Stored items:
=== Section Start ===
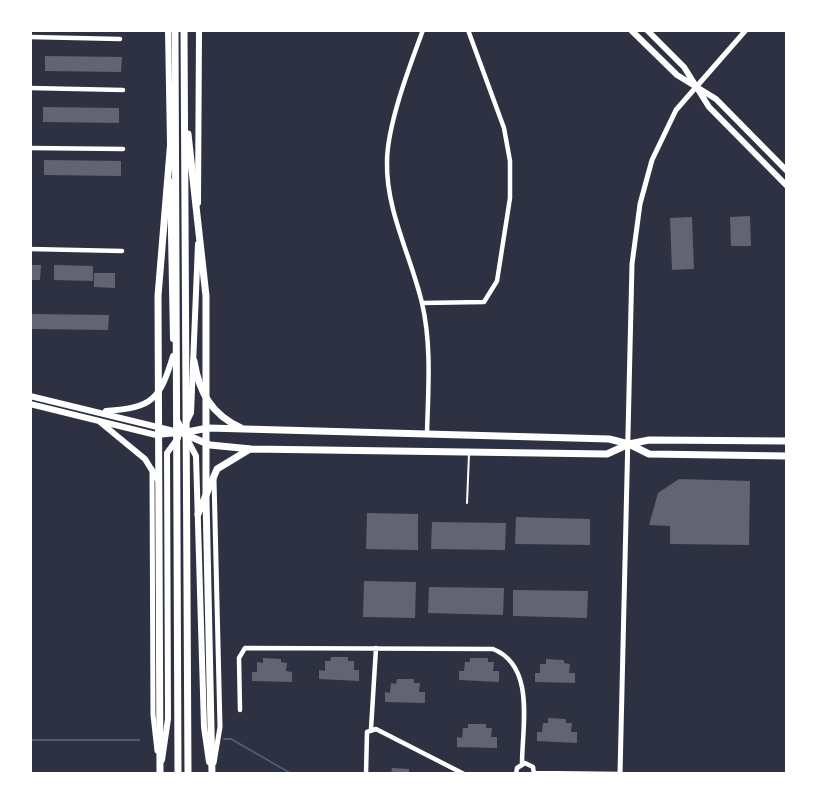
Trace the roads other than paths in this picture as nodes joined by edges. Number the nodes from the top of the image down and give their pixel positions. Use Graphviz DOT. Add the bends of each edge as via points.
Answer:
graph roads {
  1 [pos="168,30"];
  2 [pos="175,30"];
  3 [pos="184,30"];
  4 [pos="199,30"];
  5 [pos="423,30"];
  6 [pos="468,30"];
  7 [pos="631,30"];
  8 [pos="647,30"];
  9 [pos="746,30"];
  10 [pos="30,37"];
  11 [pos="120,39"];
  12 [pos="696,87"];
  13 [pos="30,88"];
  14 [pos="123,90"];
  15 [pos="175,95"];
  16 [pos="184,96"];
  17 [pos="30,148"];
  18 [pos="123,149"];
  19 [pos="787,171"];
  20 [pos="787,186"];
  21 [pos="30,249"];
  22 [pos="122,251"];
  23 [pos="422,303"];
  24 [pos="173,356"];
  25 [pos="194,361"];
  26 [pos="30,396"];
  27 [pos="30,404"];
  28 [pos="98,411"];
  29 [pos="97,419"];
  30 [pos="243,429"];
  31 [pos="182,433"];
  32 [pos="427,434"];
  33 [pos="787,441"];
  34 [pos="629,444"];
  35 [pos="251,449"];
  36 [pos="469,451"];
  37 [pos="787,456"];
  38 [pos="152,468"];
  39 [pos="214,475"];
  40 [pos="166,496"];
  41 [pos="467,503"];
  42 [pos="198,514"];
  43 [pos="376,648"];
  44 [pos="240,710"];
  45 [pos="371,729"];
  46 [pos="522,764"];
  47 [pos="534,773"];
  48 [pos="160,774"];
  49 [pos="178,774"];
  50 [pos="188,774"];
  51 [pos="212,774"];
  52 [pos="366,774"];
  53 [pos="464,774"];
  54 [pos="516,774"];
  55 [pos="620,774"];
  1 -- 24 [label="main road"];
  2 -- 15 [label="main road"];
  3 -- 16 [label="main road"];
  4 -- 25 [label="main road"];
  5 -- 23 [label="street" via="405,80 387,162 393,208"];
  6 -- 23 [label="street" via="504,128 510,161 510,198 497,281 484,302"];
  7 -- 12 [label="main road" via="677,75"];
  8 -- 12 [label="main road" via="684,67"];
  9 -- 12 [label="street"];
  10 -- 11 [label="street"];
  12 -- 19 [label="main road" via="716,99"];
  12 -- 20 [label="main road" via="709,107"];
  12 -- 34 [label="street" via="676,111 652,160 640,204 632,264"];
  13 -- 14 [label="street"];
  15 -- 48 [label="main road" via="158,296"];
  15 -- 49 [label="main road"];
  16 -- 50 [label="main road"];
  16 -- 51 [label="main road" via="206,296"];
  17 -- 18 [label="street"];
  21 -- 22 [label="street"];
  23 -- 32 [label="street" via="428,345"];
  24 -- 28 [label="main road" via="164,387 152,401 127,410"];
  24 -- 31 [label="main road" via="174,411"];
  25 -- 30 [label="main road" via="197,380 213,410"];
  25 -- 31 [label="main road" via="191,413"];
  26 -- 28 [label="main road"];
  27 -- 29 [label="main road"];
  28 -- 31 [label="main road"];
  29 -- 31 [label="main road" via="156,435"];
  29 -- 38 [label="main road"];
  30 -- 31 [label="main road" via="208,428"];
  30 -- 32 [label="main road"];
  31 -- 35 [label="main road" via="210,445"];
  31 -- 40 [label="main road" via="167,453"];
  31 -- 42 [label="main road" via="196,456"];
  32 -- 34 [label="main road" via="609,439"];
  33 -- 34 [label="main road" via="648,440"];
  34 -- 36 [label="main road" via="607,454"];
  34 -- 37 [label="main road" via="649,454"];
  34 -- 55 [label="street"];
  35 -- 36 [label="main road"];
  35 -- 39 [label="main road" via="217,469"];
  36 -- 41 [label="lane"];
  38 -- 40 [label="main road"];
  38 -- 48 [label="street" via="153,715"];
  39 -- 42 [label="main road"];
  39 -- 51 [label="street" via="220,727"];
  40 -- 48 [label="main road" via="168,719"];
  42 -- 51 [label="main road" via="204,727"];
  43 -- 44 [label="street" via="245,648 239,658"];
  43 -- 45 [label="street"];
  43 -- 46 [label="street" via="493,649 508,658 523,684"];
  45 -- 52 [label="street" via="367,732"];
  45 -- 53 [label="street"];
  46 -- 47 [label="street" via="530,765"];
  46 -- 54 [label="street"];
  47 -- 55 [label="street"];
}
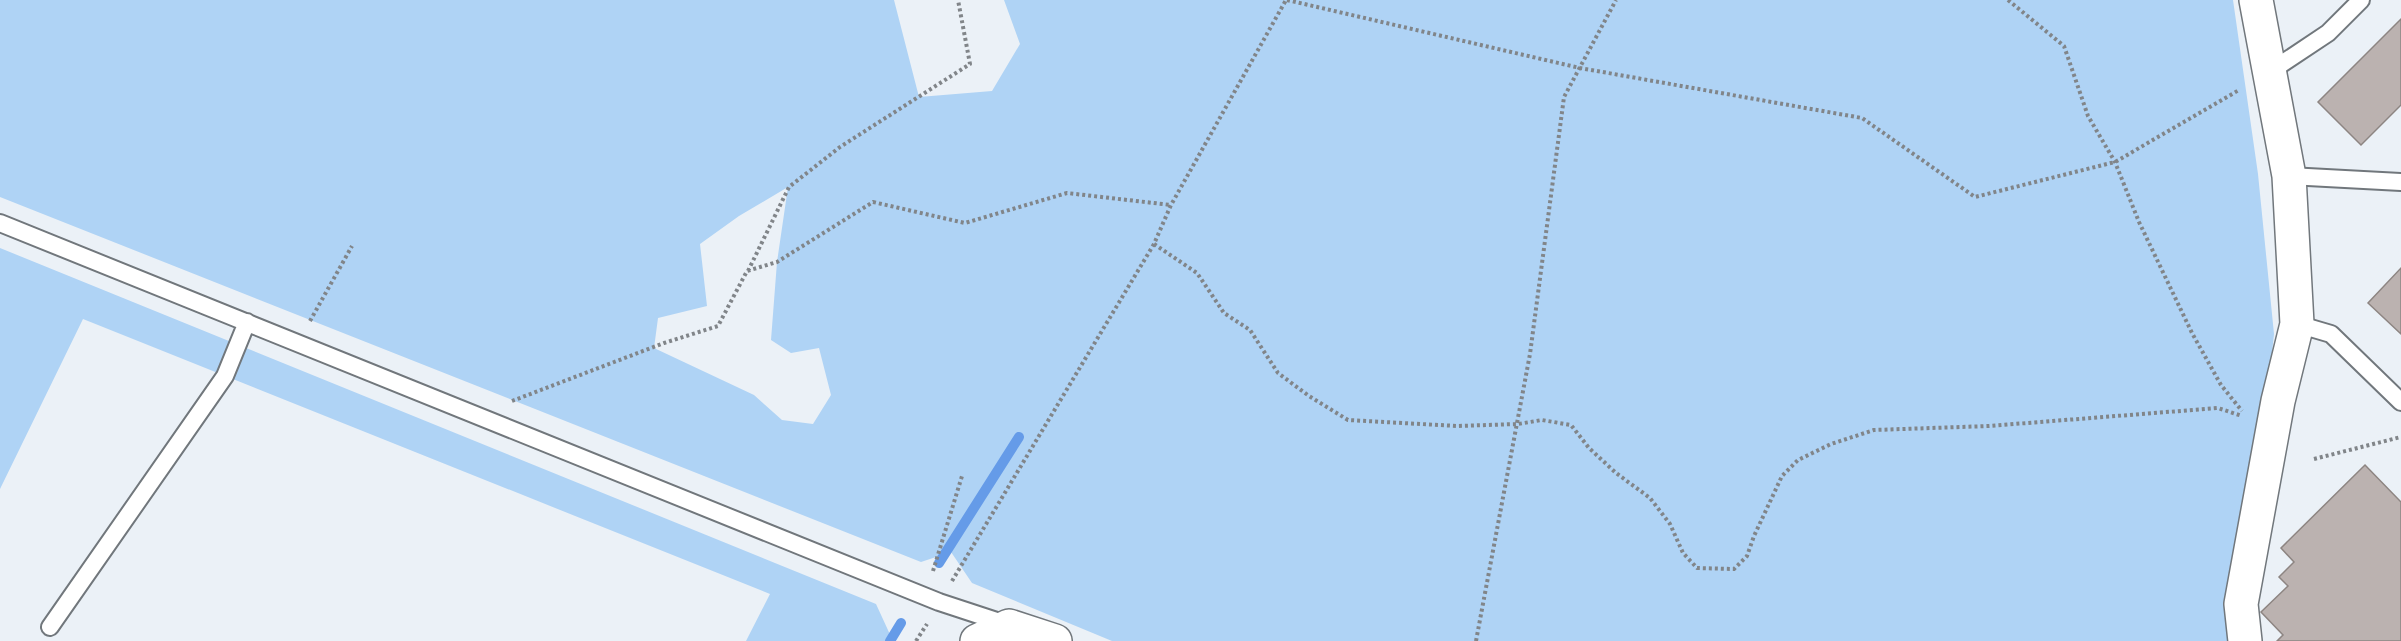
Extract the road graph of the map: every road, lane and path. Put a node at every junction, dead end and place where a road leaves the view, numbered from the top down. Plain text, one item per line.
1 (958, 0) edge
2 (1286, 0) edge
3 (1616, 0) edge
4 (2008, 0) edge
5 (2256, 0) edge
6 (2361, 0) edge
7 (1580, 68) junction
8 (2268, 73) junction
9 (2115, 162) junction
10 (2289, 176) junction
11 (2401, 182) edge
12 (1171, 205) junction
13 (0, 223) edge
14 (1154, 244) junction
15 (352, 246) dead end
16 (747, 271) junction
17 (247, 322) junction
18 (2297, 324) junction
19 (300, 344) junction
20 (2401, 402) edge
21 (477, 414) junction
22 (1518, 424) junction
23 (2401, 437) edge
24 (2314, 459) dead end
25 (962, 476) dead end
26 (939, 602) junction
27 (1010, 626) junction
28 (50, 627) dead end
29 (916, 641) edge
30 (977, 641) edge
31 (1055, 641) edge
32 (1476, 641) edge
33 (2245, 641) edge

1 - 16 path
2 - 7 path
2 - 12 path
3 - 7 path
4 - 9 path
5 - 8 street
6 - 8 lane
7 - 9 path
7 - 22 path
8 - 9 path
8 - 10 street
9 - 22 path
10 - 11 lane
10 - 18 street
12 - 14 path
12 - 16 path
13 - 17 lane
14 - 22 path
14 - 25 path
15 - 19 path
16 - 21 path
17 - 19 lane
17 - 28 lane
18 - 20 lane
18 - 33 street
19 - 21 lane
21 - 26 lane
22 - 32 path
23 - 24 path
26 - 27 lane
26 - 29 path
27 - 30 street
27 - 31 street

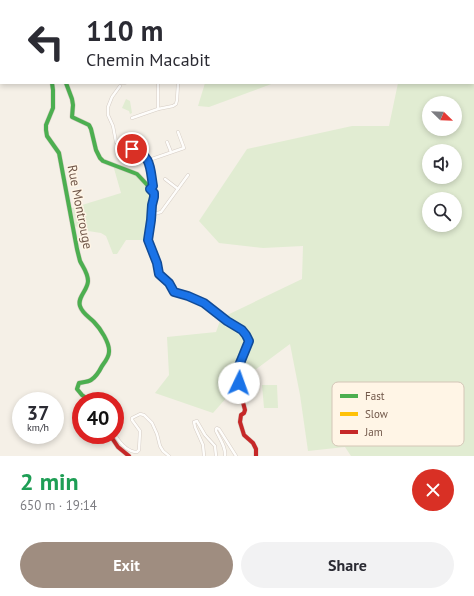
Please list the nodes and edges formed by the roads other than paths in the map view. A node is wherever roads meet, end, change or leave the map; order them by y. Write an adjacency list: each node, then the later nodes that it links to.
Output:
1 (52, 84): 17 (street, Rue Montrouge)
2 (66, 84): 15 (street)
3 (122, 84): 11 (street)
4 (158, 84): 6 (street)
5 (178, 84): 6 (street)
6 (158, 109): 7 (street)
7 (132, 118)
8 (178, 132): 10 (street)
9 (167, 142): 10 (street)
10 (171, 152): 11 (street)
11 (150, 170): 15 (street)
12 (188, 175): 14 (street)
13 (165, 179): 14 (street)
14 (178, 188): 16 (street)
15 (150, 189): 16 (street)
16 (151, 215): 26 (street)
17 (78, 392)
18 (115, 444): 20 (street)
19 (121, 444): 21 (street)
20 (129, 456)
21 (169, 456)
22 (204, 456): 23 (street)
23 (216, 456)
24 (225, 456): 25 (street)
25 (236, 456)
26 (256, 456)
=== Section End ===
ACTIVITY: Repeat each entry exactly as it appears; skip any picture.

SOLUTION FOR THIS PROBLEM:
Trace the roads other than paths in this picture as nodes joined by edges. Number the nodes from the top of the image down and give their pixel positions. Use Graphviz DOT. Add the bends of each edge as via points.
Answer:
graph roads {
  1 [pos="168,30"];
  2 [pos="175,30"];
  3 [pos="184,30"];
  4 [pos="199,30"];
  5 [pos="423,30"];
  6 [pos="468,30"];
  7 [pos="631,30"];
  8 [pos="647,30"];
  9 [pos="746,30"];
  10 [pos="30,37"];
  11 [pos="120,39"];
  12 [pos="696,87"];
  13 [pos="30,88"];
  14 [pos="123,90"];
  15 [pos="175,95"];
  16 [pos="184,96"];
  17 [pos="30,148"];
  18 [pos="123,149"];
  19 [pos="787,171"];
  20 [pos="787,186"];
  21 [pos="30,249"];
  22 [pos="122,251"];
  23 [pos="422,303"];
  24 [pos="173,356"];
  25 [pos="194,361"];
  26 [pos="30,396"];
  27 [pos="30,404"];
  28 [pos="98,411"];
  29 [pos="97,419"];
  30 [pos="243,429"];
  31 [pos="182,433"];
  32 [pos="427,434"];
  33 [pos="787,441"];
  34 [pos="629,444"];
  35 [pos="251,449"];
  36 [pos="469,451"];
  37 [pos="787,456"];
  38 [pos="152,468"];
  39 [pos="214,475"];
  40 [pos="166,496"];
  41 [pos="467,503"];
  42 [pos="198,514"];
  43 [pos="376,648"];
  44 [pos="240,710"];
  45 [pos="371,729"];
  46 [pos="522,764"];
  47 [pos="534,773"];
  48 [pos="160,774"];
  49 [pos="178,774"];
  50 [pos="188,774"];
  51 [pos="212,774"];
  52 [pos="366,774"];
  53 [pos="464,774"];
  54 [pos="516,774"];
  55 [pos="620,774"];
  1 -- 24 [label="main road"];
  2 -- 15 [label="main road"];
  3 -- 16 [label="main road"];
  4 -- 25 [label="main road"];
  5 -- 23 [label="street" via="405,80 387,162 393,208"];
  6 -- 23 [label="street" via="504,128 510,161 510,198 497,281 484,302"];
  7 -- 12 [label="main road" via="677,75"];
  8 -- 12 [label="main road" via="684,67"];
  9 -- 12 [label="street"];
  10 -- 11 [label="street"];
  12 -- 19 [label="main road" via="716,99"];
  12 -- 20 [label="main road" via="709,107"];
  12 -- 34 [label="street" via="676,111 652,160 640,204 632,264"];
  13 -- 14 [label="street"];
  15 -- 48 [label="main road" via="158,296"];
  15 -- 49 [label="main road"];
  16 -- 50 [label="main road"];
  16 -- 51 [label="main road" via="206,296"];
  17 -- 18 [label="street"];
  21 -- 22 [label="street"];
  23 -- 32 [label="street" via="428,345"];
  24 -- 28 [label="main road" via="164,387 152,401 127,410"];
  24 -- 31 [label="main road" via="174,411"];
  25 -- 30 [label="main road" via="197,380 213,410"];
  25 -- 31 [label="main road" via="191,413"];
  26 -- 28 [label="main road"];
  27 -- 29 [label="main road"];
  28 -- 31 [label="main road"];
  29 -- 31 [label="main road" via="156,435"];
  29 -- 38 [label="main road"];
  30 -- 31 [label="main road" via="208,428"];
  30 -- 32 [label="main road"];
  31 -- 35 [label="main road" via="210,445"];
  31 -- 40 [label="main road" via="167,453"];
  31 -- 42 [label="main road" via="196,456"];
  32 -- 34 [label="main road" via="609,439"];
  33 -- 34 [label="main road" via="648,440"];
  34 -- 36 [label="main road" via="607,454"];
  34 -- 37 [label="main road" via="649,454"];
  34 -- 55 [label="street"];
  35 -- 36 [label="main road"];
  35 -- 39 [label="main road" via="217,469"];
  36 -- 41 [label="lane"];
  38 -- 40 [label="main road"];
  38 -- 48 [label="street" via="153,715"];
  39 -- 42 [label="main road"];
  39 -- 51 [label="street" via="220,727"];
  40 -- 48 [label="main road" via="168,719"];
  42 -- 51 [label="main road" via="204,727"];
  43 -- 44 [label="street" via="245,648 239,658"];
  43 -- 45 [label="street"];
  43 -- 46 [label="street" via="493,649 508,658 523,684"];
  45 -- 52 [label="street" via="367,732"];
  45 -- 53 [label="street"];
  46 -- 47 [label="street" via="530,765"];
  46 -- 54 [label="street"];
  47 -- 55 [label="street"];
}
Extract the road graph of the map: every road, lane and path. Put a node at every junction, dead end and place where a road leaves the view, numbered from the top down. Plain text, one item per line.
1 (958, 0) edge
2 (1286, 0) edge
3 (1616, 0) edge
4 (2008, 0) edge
5 (2256, 0) edge
6 (2361, 0) edge
7 (1580, 68) junction
8 (2268, 73) junction
9 (2115, 162) junction
10 (2289, 176) junction
11 (2401, 182) edge
12 (1171, 205) junction
13 (0, 223) edge
14 (1154, 244) junction
15 (352, 246) dead end
16 (747, 271) junction
17 (247, 322) junction
18 (2297, 324) junction
19 (300, 344) junction
20 (2401, 402) edge
21 (477, 414) junction
22 (1518, 424) junction
23 (2401, 437) edge
24 (2314, 459) dead end
25 (962, 476) dead end
26 (939, 602) junction
27 (1010, 626) junction
28 (50, 627) dead end
29 (916, 641) edge
30 (977, 641) edge
31 (1055, 641) edge
32 (1476, 641) edge
33 (2245, 641) edge

1 - 16 path
2 - 7 path
2 - 12 path
3 - 7 path
4 - 9 path
5 - 8 street
6 - 8 lane
7 - 9 path
7 - 22 path
8 - 9 path
8 - 10 street
9 - 22 path
10 - 11 lane
10 - 18 street
12 - 14 path
12 - 16 path
13 - 17 lane
14 - 22 path
14 - 25 path
15 - 19 path
16 - 21 path
17 - 19 lane
17 - 28 lane
18 - 20 lane
18 - 33 street
19 - 21 lane
21 - 26 lane
22 - 32 path
23 - 24 path
26 - 27 lane
26 - 29 path
27 - 30 street
27 - 31 street

Please list the nodes and edges formed by the roads other than paths in the map view. A node is wherever roads meet, end, change or leave the map; order them by y. Write an adjacency list: each node, then the later nodes that it links to.
Output:
1 (52, 84): 17 (street, Rue Montrouge)
2 (66, 84): 15 (street)
3 (122, 84): 11 (street)
4 (158, 84): 6 (street)
5 (178, 84): 6 (street)
6 (158, 109): 7 (street)
7 (132, 118)
8 (178, 132): 10 (street)
9 (167, 142): 10 (street)
10 (171, 152): 11 (street)
11 (150, 170): 15 (street)
12 (188, 175): 14 (street)
13 (165, 179): 14 (street)
14 (178, 188): 16 (street)
15 (150, 189): 16 (street)
16 (151, 215): 26 (street)
17 (78, 392)
18 (115, 444): 20 (street)
19 (121, 444): 21 (street)
20 (129, 456)
21 (169, 456)
22 (204, 456): 23 (street)
23 (216, 456)
24 (225, 456): 25 (street)
25 (236, 456)
26 (256, 456)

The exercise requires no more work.